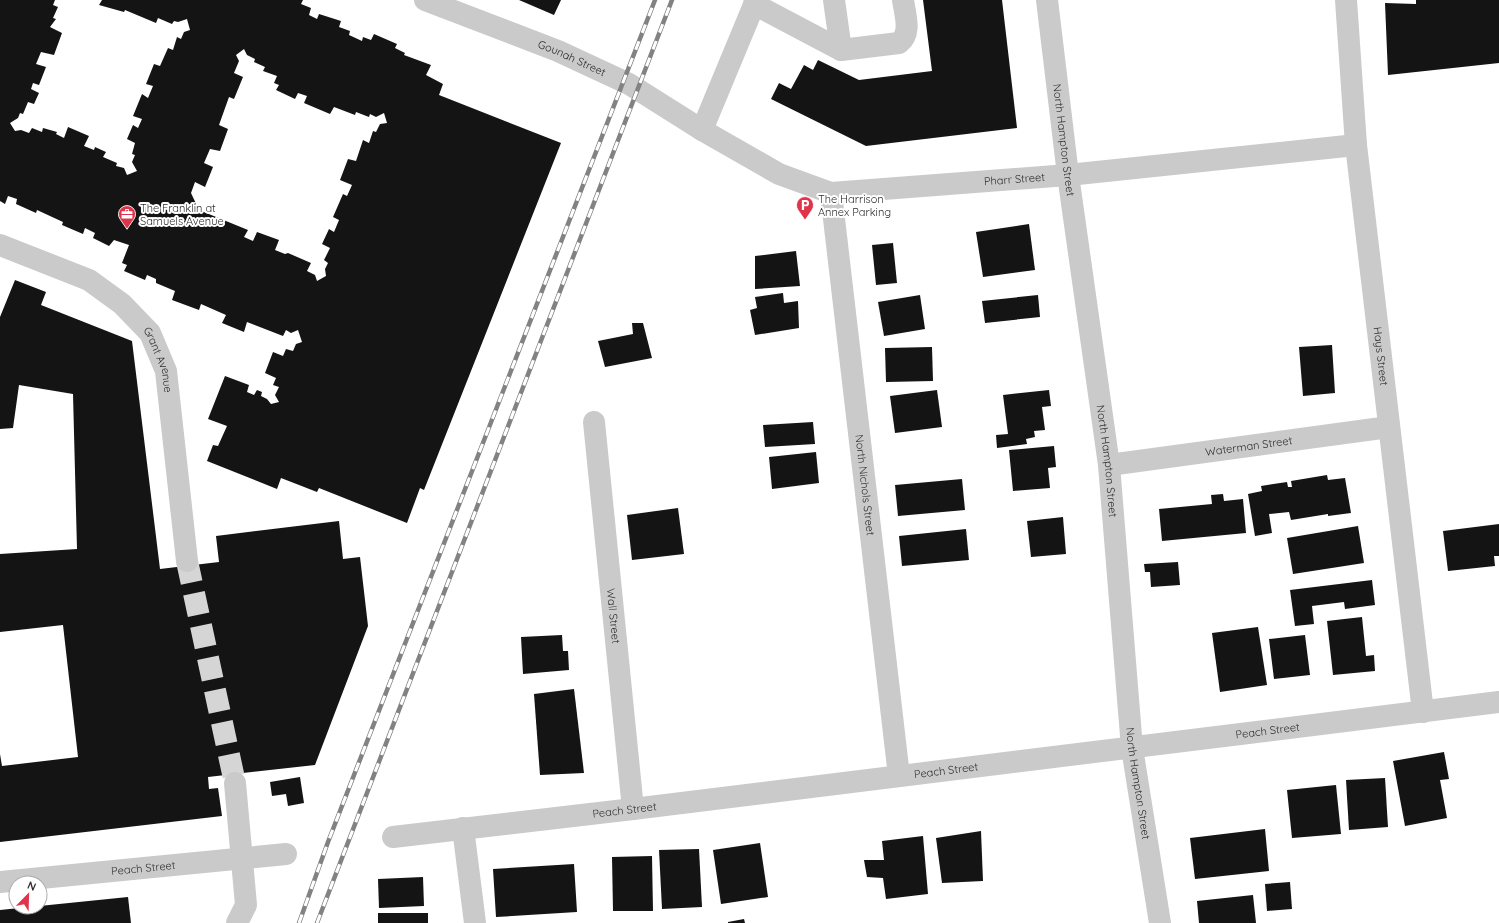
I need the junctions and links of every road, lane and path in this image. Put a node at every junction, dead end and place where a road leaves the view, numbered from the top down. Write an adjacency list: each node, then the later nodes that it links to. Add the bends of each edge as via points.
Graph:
1 (425, 0): 8 (street, Gounah Street, via 558,52 629,84)
2 (834, 0): 7 (street)
3 (903, 0): 7 (street, via 907,30 905,38 899,43)
4 (1047, 0): 10 (street, North Hampton Street)
5 (1346, 0): 9 (street, Hays Street)
6 (755, 2): 7 (street); 8 (street)
7 (841, 50)
8 (706, 132): 11 (street, Pharr Street, via 779,174)
9 (1356, 145): 10 (street, Pharr Street); 14 (street, Hays Street)
10 (1068, 175): 11 (street, Pharr Street); 15 (street, North Hampton Street)
11 (831, 193): 20 (street, North Nichols Street)
12 (0, 245): 16 (street, Grant Avenue, via 89,280 122,304 150,333 166,371)
13 (594, 422): 22 (street, Wall Street)
14 (1389, 427): 15 (street, Waterman Street); 18 (street, Hays Street)
15 (1109, 465): 19 (street, North Hampton Street)
16 (187, 561)
17 (1499, 702): 18 (street, Peach Street)
18 (1422, 712): 19 (street, Peach Street)
19 (1132, 748): 20 (street, Peach Street); 30 (street, North Hampton Street)
20 (899, 776): 22 (street, Peach Street)
21 (235, 783): 26 (street)
22 (633, 810): 23 (street, Peach Street)
23 (463, 828): 24 (street, Peach Street); 29 (street)
24 (393, 837)
25 (286, 854): 26 (street, Peach Street)
26 (241, 859): 27 (street, Peach Street); 28 (street, via 246,905)
27 (0, 882)
28 (238, 923)
29 (475, 923)
30 (1160, 923)

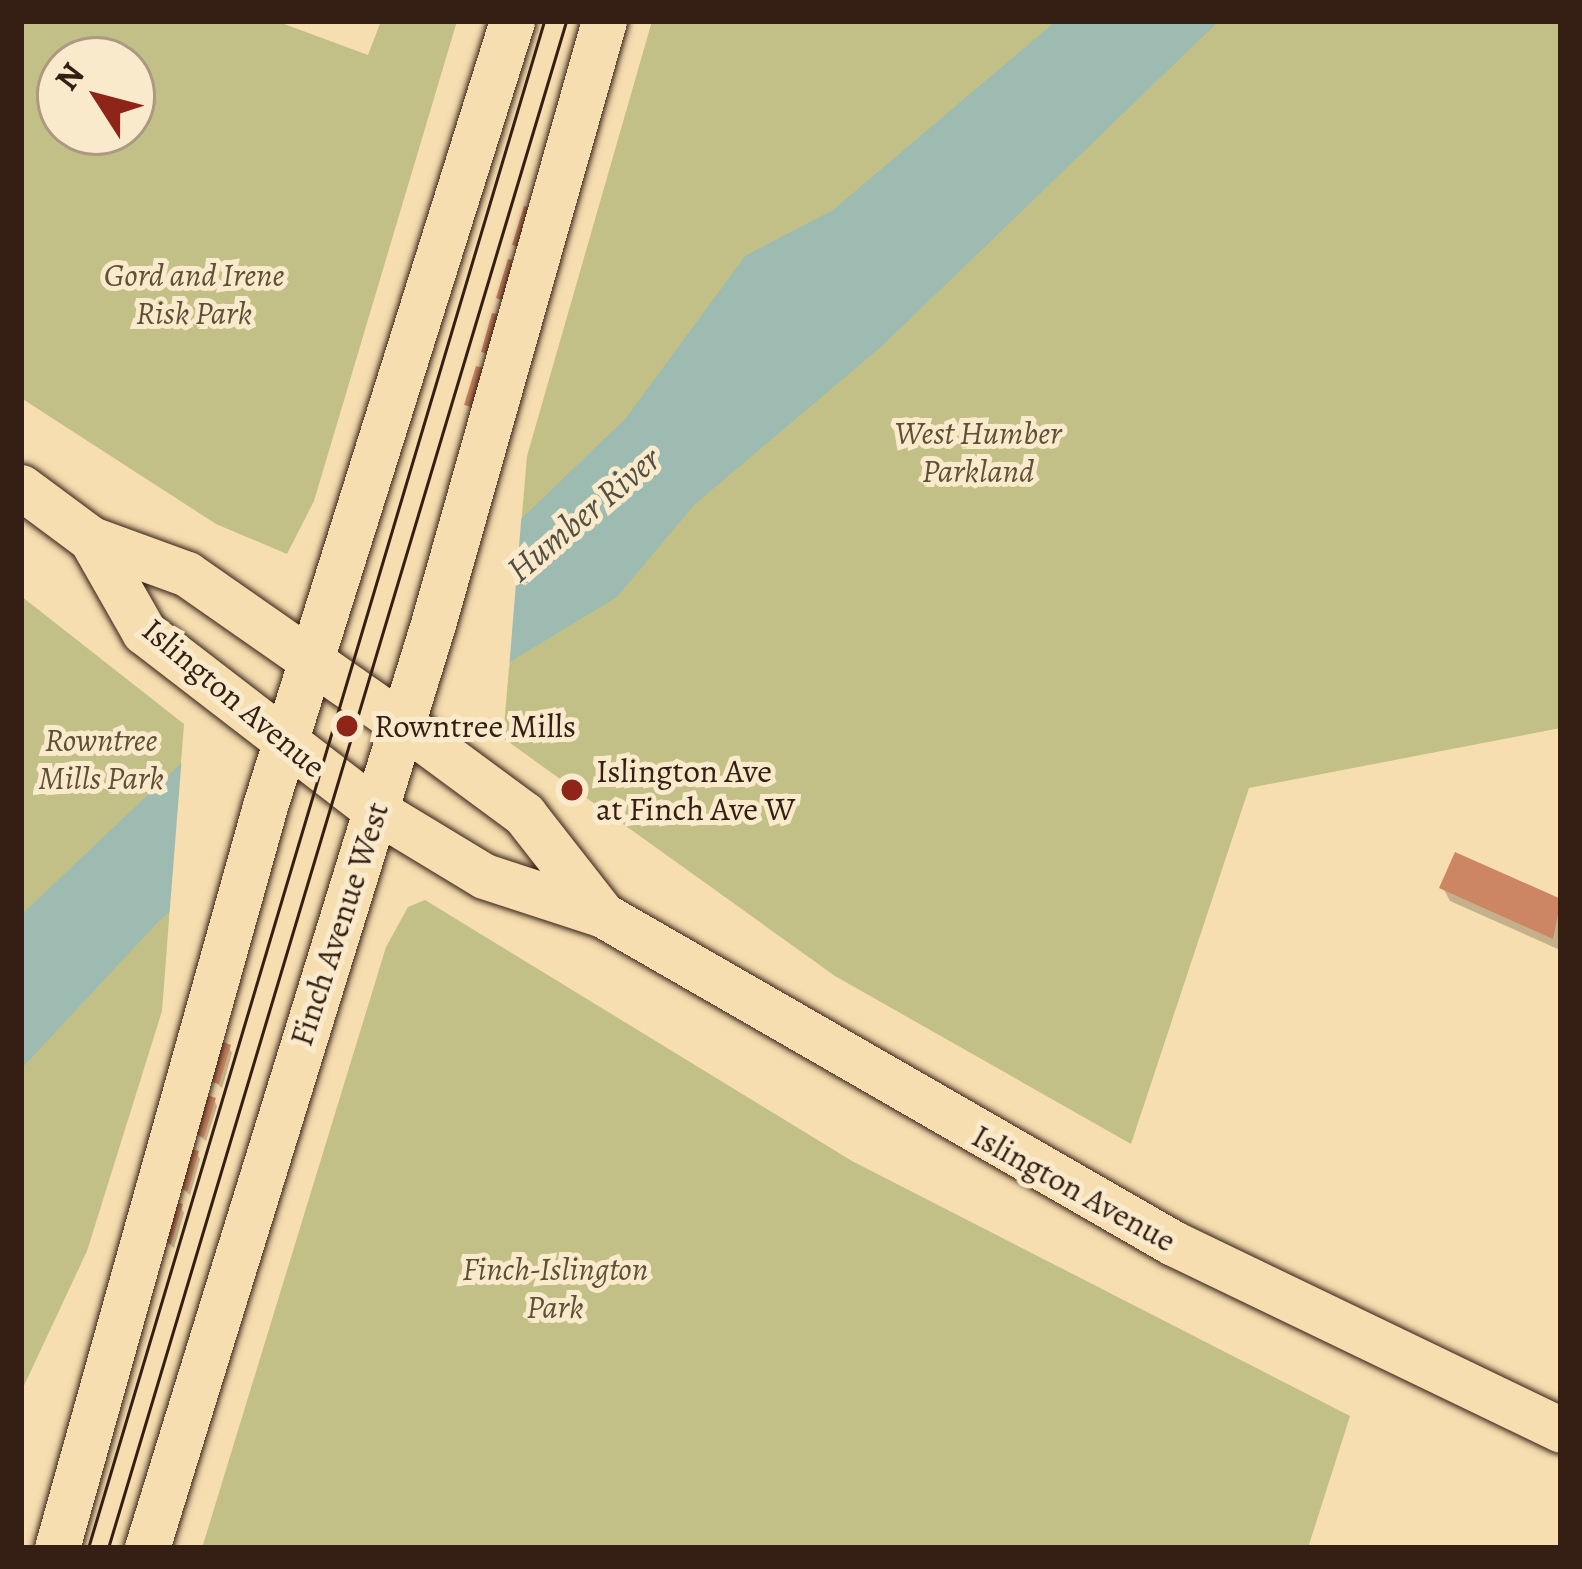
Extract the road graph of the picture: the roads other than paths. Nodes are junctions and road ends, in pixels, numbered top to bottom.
1 (512, 21) edge
2 (604, 21) edge
3 (21, 488) edge
4 (91, 539) junction
5 (315, 664) junction
6 (402, 724) junction
7 (287, 747) junction
8 (375, 810) junction
9 (603, 915) junction
10 (1561, 1430) edge
11 (57, 1548) edge
12 (147, 1548) edge

1 - 5 main road
2 - 6 main road, Finch Avenue West
3 - 4 main road, Islington Avenue
4 - 5 main road, Islington Avenue
4 - 7 main road, Islington Avenue
5 - 6 main road, Islington Avenue
5 - 7 main road
6 - 8 main road, Finch Avenue West
6 - 9 main road, Islington Avenue
7 - 8 main road, Islington Avenue
7 - 11 main road
8 - 9 main road, Islington Avenue
8 - 12 main road, Finch Avenue West
9 - 10 main road, Islington Avenue

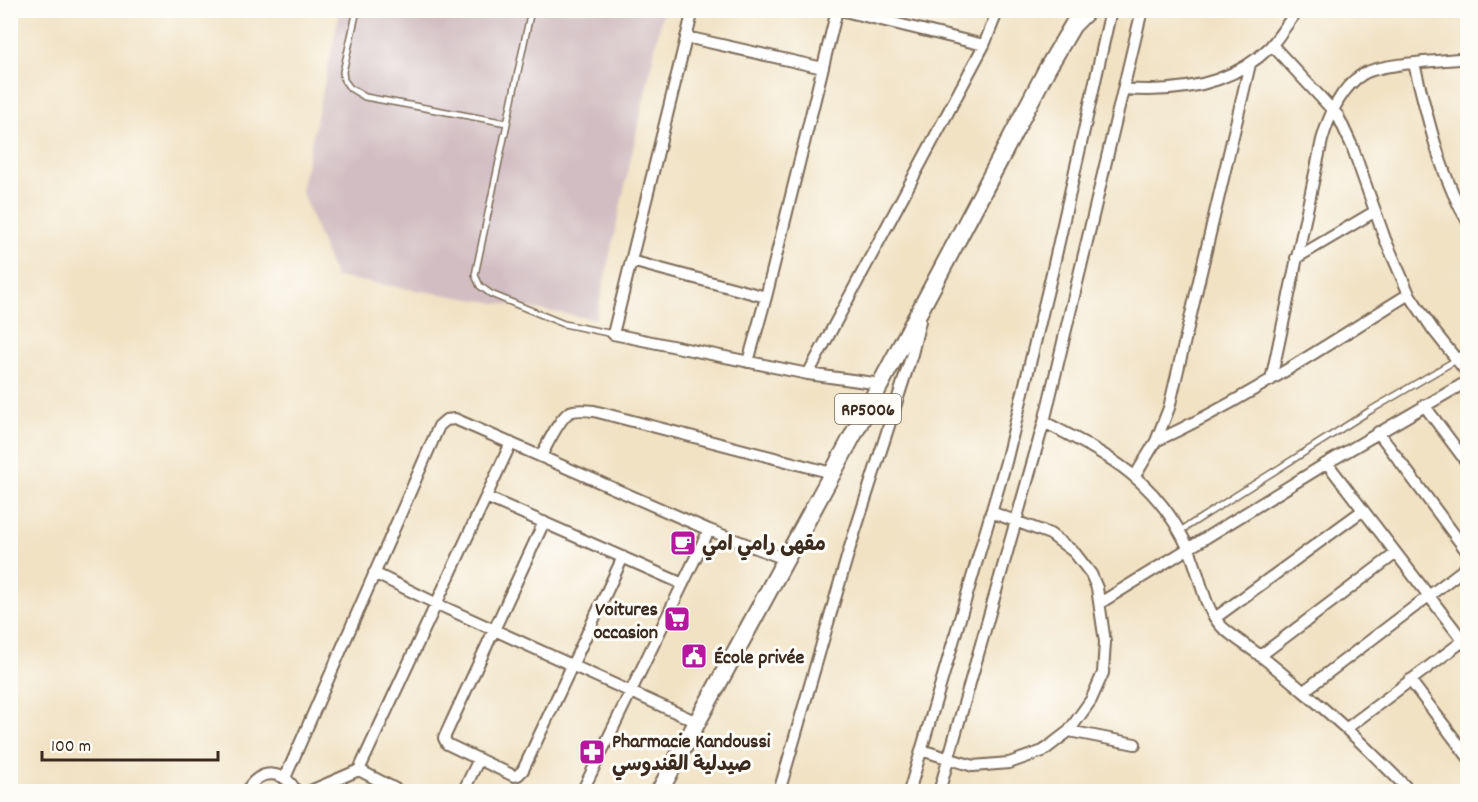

☆ ☆ ☆ ☆ ☆ ☆ ☆

When you copy the listing above, reproduce every line exactly and skip the images.

### Final answer
I need the junctions and links of every road, lane and path in this image. Put a node at every junction, dead end and place where a road leaves the view, numbered from the top down. Write an adjacency list: each node, then the later nodes that it links to. Add the bends of each edge as via points.
Graph:
1 (425, 0): 8 (street, Gounah Street, via 558,52 629,84)
2 (834, 0): 7 (street)
3 (903, 0): 7 (street, via 907,30 905,38 899,43)
4 (1047, 0): 10 (street, North Hampton Street)
5 (1346, 0): 9 (street, Hays Street)
6 (755, 2): 7 (street); 8 (street)
7 (841, 50)
8 (706, 132): 11 (street, Pharr Street, via 779,174)
9 (1356, 145): 10 (street, Pharr Street); 14 (street, Hays Street)
10 (1068, 175): 11 (street, Pharr Street); 15 (street, North Hampton Street)
11 (831, 193): 20 (street, North Nichols Street)
12 (0, 245): 16 (street, Grant Avenue, via 89,280 122,304 150,333 166,371)
13 (594, 422): 22 (street, Wall Street)
14 (1389, 427): 15 (street, Waterman Street); 18 (street, Hays Street)
15 (1109, 465): 19 (street, North Hampton Street)
16 (187, 561)
17 (1499, 702): 18 (street, Peach Street)
18 (1422, 712): 19 (street, Peach Street)
19 (1132, 748): 20 (street, Peach Street); 30 (street, North Hampton Street)
20 (899, 776): 22 (street, Peach Street)
21 (235, 783): 26 (street)
22 (633, 810): 23 (street, Peach Street)
23 (463, 828): 24 (street, Peach Street); 29 (street)
24 (393, 837)
25 (286, 854): 26 (street, Peach Street)
26 (241, 859): 27 (street, Peach Street); 28 (street, via 246,905)
27 (0, 882)
28 (238, 923)
29 (475, 923)
30 (1160, 923)

Extract the road graph of the picture: the roads other than paths. Nodes are junctions and road ends, in pixels, numbered top to bottom.
1 (512, 21) edge
2 (604, 21) edge
3 (21, 488) edge
4 (91, 539) junction
5 (315, 664) junction
6 (402, 724) junction
7 (287, 747) junction
8 (375, 810) junction
9 (603, 915) junction
10 (1561, 1430) edge
11 (57, 1548) edge
12 (147, 1548) edge

1 - 5 main road
2 - 6 main road, Finch Avenue West
3 - 4 main road, Islington Avenue
4 - 5 main road, Islington Avenue
4 - 7 main road, Islington Avenue
5 - 6 main road, Islington Avenue
5 - 7 main road
6 - 8 main road, Finch Avenue West
6 - 9 main road, Islington Avenue
7 - 8 main road, Islington Avenue
7 - 11 main road
8 - 9 main road, Islington Avenue
8 - 12 main road, Finch Avenue West
9 - 10 main road, Islington Avenue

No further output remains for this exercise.